Records contained in a dataset:

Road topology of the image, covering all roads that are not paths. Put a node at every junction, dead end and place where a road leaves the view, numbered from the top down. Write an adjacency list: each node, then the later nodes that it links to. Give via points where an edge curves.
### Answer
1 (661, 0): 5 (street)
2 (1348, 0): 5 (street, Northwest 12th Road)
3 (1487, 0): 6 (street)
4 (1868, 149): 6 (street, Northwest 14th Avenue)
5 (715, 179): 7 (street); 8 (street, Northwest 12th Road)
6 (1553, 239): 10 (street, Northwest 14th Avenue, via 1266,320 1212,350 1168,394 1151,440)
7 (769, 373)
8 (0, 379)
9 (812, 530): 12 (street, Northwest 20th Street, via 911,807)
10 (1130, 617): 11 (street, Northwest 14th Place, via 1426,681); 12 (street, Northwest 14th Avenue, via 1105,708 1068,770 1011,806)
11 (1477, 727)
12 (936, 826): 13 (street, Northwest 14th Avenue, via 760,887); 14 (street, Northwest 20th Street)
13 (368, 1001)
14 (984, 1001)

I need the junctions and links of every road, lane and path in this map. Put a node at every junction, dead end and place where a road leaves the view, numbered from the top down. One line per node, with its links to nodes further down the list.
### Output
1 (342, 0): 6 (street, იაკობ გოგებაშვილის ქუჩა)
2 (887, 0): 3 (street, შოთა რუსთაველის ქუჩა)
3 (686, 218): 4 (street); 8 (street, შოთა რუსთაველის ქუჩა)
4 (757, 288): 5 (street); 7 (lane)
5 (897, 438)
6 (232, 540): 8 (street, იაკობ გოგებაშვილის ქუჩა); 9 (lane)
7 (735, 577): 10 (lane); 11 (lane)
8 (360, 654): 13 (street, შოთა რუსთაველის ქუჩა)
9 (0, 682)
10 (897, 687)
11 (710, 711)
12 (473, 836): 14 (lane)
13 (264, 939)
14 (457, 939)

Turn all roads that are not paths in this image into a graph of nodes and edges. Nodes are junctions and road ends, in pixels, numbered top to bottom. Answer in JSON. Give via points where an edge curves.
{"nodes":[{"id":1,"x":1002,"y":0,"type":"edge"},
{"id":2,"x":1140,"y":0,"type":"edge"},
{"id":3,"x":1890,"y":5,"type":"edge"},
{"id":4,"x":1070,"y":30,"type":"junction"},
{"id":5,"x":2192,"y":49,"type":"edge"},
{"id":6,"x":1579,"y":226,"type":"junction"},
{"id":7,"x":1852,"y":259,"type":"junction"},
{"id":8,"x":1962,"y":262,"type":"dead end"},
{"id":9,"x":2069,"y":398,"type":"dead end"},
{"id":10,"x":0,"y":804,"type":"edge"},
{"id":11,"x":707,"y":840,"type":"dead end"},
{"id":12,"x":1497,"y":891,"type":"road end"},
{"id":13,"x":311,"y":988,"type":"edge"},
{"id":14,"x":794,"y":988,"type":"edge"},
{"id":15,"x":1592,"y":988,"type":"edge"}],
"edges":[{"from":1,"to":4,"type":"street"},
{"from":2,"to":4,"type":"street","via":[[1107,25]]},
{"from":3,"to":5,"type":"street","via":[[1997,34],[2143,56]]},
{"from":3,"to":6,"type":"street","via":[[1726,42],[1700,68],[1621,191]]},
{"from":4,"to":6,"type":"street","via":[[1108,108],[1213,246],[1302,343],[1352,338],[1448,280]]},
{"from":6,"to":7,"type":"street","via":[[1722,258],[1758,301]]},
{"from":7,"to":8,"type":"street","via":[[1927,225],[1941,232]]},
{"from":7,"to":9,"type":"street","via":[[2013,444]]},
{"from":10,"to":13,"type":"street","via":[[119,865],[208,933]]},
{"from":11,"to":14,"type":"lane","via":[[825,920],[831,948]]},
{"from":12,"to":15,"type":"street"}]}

* Directions
Copy every line of the records above, starting with the first, up to and including the line containing "I need the junctions".

* Answer for the task
Road topology of the image, covering all roads that are not paths. Put a node at every junction, dead end and place where a road leaves the view, numbered from the top down. Write an adjacency list: each node, then the later nodes that it links to. Give via points where an edge curves.
### Answer
1 (661, 0): 5 (street)
2 (1348, 0): 5 (street, Northwest 12th Road)
3 (1487, 0): 6 (street)
4 (1868, 149): 6 (street, Northwest 14th Avenue)
5 (715, 179): 7 (street); 8 (street, Northwest 12th Road)
6 (1553, 239): 10 (street, Northwest 14th Avenue, via 1266,320 1212,350 1168,394 1151,440)
7 (769, 373)
8 (0, 379)
9 (812, 530): 12 (street, Northwest 20th Street, via 911,807)
10 (1130, 617): 11 (street, Northwest 14th Place, via 1426,681); 12 (street, Northwest 14th Avenue, via 1105,708 1068,770 1011,806)
11 (1477, 727)
12 (936, 826): 13 (street, Northwest 14th Avenue, via 760,887); 14 (street, Northwest 20th Street)
13 (368, 1001)
14 (984, 1001)

I need the junctions and links of every road, lane and path in this map. Put a node at every junction, dead end and place where a road leaves the view, numbered from the top down. One line per node, with its links to nodes further down the list.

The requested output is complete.